Extracted data section start

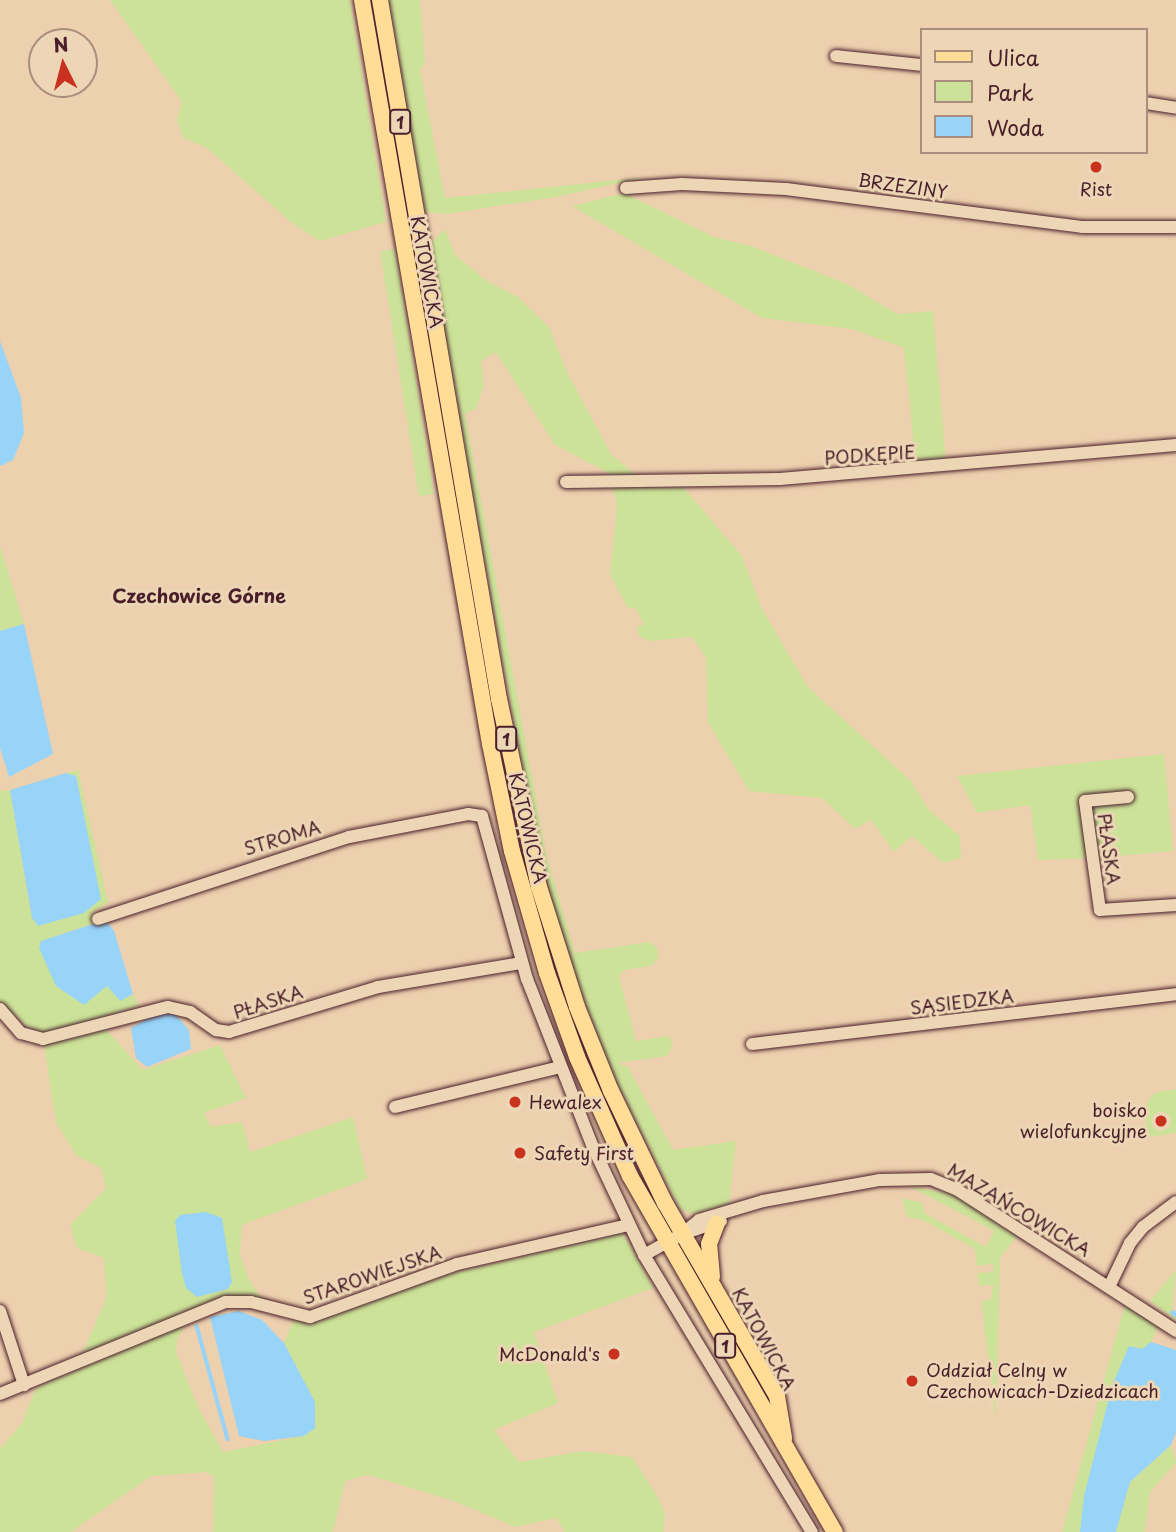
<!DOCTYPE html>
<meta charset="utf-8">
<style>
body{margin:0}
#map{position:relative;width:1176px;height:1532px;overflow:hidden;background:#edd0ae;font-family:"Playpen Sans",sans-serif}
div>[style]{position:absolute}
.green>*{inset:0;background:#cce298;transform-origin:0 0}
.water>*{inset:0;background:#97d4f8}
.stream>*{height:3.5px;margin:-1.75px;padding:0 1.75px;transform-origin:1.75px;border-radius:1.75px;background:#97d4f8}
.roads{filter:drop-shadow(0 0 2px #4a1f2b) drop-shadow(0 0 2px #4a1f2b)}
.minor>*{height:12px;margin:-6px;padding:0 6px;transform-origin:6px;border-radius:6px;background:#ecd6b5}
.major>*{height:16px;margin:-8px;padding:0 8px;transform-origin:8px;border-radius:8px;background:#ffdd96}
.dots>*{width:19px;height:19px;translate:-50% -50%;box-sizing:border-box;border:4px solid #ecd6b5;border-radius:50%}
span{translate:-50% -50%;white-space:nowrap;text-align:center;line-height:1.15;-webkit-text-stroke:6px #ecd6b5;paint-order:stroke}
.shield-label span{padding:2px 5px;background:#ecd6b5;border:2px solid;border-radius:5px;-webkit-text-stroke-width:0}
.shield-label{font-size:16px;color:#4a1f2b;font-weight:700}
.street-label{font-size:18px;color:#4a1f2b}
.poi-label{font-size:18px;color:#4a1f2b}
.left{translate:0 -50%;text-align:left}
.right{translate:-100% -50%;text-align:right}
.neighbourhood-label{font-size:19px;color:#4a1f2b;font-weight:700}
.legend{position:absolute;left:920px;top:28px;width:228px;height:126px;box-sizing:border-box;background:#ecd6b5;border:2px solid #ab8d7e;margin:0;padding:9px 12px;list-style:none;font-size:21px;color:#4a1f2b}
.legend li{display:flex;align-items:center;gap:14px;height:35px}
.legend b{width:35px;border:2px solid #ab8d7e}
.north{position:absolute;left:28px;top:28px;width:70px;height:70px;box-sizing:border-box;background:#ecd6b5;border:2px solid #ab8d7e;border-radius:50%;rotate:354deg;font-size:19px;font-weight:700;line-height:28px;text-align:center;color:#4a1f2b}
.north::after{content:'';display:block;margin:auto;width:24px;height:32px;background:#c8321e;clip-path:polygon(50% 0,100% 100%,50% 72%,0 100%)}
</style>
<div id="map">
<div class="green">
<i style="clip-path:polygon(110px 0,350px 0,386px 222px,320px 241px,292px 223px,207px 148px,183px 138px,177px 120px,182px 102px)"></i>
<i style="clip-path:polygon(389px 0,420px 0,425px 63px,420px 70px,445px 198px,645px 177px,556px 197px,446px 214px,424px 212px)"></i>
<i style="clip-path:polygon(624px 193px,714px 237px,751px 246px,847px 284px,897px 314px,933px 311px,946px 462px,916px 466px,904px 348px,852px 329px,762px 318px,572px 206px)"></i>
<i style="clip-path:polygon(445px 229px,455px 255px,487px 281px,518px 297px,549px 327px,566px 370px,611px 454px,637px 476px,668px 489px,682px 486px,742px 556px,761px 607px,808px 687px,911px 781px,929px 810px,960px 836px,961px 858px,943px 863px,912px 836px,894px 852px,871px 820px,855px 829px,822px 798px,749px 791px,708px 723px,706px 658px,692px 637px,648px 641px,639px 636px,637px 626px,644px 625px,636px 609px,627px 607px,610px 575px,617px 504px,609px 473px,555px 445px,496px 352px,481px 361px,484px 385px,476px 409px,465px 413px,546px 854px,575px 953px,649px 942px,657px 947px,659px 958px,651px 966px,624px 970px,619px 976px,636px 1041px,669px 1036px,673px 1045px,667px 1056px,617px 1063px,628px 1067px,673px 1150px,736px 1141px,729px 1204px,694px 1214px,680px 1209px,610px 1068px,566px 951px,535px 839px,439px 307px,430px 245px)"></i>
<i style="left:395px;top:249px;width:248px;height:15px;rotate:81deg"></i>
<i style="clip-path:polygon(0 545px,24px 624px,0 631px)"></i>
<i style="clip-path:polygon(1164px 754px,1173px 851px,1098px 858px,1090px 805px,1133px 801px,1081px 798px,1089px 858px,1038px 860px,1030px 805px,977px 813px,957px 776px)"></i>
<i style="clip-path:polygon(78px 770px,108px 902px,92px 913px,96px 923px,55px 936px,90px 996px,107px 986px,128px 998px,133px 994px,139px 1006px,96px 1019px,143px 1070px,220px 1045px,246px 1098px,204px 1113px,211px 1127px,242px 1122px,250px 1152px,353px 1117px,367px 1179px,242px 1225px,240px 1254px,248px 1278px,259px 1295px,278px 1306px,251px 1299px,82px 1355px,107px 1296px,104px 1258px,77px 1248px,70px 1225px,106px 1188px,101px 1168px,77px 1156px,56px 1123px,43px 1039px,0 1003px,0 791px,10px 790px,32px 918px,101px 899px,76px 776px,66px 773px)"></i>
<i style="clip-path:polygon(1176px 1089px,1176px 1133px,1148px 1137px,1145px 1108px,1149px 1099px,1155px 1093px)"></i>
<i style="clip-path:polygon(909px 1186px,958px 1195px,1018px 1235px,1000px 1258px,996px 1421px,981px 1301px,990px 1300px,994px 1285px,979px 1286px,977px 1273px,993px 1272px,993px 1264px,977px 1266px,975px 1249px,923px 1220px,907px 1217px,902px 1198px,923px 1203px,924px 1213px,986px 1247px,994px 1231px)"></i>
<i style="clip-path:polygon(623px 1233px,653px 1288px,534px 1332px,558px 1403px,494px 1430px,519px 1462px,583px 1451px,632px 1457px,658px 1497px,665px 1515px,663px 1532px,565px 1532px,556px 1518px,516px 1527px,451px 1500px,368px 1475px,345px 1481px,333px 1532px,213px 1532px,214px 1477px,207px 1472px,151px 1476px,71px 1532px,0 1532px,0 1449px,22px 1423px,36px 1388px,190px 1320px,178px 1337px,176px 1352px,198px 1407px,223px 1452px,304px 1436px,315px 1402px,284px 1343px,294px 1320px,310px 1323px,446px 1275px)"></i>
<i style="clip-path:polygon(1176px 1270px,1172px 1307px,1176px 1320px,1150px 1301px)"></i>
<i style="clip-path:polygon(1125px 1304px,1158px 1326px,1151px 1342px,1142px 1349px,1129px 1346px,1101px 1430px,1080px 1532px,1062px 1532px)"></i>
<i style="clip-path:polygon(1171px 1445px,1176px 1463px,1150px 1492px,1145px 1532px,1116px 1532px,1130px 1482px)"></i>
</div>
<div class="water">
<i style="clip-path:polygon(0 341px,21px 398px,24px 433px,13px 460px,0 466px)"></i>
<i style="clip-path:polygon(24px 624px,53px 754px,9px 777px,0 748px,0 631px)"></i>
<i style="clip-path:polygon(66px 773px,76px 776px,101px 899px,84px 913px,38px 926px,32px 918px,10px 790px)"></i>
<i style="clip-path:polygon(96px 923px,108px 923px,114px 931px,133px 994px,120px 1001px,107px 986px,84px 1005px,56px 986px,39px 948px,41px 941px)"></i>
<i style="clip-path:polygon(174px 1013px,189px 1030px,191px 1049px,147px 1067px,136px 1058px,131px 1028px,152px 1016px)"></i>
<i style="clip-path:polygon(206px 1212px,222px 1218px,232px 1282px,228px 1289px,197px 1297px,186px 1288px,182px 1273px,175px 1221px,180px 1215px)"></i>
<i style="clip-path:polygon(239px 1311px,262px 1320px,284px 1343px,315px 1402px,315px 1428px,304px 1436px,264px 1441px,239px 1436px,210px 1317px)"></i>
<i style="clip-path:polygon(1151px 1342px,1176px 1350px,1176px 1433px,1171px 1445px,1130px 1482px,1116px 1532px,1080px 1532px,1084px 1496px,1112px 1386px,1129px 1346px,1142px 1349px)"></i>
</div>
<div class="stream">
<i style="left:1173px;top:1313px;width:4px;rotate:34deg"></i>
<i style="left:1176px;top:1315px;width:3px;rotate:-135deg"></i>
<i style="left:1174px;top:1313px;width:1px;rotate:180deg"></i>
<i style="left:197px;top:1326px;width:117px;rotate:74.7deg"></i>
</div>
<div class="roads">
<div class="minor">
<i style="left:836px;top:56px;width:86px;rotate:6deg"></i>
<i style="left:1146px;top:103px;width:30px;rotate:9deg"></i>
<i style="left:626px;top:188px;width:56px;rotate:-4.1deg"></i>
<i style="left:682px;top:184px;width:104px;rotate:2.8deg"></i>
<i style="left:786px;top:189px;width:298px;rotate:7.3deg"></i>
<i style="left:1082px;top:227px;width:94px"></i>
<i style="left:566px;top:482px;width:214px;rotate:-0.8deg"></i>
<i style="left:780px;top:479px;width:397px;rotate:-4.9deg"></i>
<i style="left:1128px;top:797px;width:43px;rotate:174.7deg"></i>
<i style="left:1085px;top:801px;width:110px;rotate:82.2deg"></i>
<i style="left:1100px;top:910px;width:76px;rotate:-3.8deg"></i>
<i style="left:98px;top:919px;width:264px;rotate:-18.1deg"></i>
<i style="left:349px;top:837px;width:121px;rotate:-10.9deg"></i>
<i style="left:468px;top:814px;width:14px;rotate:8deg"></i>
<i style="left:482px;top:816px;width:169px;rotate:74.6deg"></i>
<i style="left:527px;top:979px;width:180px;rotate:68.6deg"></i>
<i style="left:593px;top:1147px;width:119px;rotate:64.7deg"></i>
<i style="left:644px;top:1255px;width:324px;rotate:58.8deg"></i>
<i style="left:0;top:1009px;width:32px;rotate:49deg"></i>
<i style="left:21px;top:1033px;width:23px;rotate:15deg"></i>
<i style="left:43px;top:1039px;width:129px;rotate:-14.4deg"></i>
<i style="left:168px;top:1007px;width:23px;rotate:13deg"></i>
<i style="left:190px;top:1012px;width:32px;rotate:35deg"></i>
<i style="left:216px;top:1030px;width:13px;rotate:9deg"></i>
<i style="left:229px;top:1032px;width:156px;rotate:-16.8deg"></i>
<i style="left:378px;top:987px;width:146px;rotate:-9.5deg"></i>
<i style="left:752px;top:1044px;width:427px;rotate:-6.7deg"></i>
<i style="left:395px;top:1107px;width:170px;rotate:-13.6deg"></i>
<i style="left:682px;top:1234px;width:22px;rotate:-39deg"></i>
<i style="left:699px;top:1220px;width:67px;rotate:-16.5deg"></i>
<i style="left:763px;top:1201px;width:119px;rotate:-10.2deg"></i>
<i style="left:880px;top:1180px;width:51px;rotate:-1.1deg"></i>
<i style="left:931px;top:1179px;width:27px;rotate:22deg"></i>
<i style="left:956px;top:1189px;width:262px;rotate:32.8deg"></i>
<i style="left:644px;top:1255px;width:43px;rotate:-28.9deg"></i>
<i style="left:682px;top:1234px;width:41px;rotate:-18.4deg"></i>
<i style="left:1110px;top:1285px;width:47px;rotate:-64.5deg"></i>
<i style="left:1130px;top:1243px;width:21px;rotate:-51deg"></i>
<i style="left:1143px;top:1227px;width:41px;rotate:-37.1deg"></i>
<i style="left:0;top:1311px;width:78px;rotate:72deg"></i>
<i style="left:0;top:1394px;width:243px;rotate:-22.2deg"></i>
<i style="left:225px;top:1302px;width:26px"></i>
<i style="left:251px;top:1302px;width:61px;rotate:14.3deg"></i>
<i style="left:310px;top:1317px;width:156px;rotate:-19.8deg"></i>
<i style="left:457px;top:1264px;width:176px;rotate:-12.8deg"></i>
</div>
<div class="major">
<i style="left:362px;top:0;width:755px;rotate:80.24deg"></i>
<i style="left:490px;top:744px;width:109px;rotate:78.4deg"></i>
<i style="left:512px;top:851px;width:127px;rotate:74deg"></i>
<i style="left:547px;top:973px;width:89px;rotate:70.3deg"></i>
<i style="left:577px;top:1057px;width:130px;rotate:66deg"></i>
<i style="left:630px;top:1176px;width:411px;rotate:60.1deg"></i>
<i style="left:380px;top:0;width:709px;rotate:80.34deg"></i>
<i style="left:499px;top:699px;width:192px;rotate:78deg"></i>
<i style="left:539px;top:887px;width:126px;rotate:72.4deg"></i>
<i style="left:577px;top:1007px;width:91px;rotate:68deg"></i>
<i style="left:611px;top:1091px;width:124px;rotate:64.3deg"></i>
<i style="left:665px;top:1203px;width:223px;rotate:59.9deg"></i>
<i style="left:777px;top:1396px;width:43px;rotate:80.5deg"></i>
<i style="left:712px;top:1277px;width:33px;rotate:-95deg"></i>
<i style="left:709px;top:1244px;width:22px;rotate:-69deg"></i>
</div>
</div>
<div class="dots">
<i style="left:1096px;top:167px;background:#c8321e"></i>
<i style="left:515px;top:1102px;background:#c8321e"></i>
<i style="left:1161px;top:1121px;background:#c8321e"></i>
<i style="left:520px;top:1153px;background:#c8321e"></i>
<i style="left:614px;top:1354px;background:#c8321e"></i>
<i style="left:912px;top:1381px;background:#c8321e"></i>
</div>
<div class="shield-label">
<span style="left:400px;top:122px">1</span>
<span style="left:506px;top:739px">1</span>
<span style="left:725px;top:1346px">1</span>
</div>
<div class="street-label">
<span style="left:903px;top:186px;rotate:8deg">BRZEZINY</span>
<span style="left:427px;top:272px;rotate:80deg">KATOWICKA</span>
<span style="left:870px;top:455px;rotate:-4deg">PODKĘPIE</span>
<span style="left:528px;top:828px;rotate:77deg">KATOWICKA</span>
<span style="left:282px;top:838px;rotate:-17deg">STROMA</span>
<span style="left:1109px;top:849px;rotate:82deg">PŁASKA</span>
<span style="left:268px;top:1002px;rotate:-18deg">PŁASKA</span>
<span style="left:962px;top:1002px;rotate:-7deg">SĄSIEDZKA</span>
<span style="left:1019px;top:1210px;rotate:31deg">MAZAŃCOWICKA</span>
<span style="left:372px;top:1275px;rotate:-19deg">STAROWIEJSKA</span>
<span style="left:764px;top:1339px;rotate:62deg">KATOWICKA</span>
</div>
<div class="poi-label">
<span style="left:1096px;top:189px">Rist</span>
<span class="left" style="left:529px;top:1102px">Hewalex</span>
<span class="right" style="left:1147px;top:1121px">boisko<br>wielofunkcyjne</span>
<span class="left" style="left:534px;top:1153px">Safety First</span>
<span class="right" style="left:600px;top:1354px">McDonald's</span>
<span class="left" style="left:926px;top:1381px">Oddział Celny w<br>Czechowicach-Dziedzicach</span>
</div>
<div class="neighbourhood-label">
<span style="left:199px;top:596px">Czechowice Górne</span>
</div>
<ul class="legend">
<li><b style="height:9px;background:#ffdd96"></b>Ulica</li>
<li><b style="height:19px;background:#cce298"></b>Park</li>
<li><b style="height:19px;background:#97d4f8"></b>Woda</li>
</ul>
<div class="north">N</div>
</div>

Extracted data section end

What you need to do: Leave out the pictures and repeat the lines from the start of the material through the line with "2px #4a1f2b) drop-shadow(0", inclusive.

Problem solution:
<!DOCTYPE html>
<meta charset="utf-8">
<style>
body{margin:0}
#map{position:relative;width:1176px;height:1532px;overflow:hidden;background:#edd0ae;font-family:"Playpen Sans",sans-serif}
div>[style]{position:absolute}
.green>*{inset:0;background:#cce298;transform-origin:0 0}
.water>*{inset:0;background:#97d4f8}
.stream>*{height:3.5px;margin:-1.75px;padding:0 1.75px;transform-origin:1.75px;border-radius:1.75px;background:#97d4f8}
.roads{filter:drop-shadow(0 0 2px #4a1f2b) drop-shadow(0 0 2px #4a1f2b)}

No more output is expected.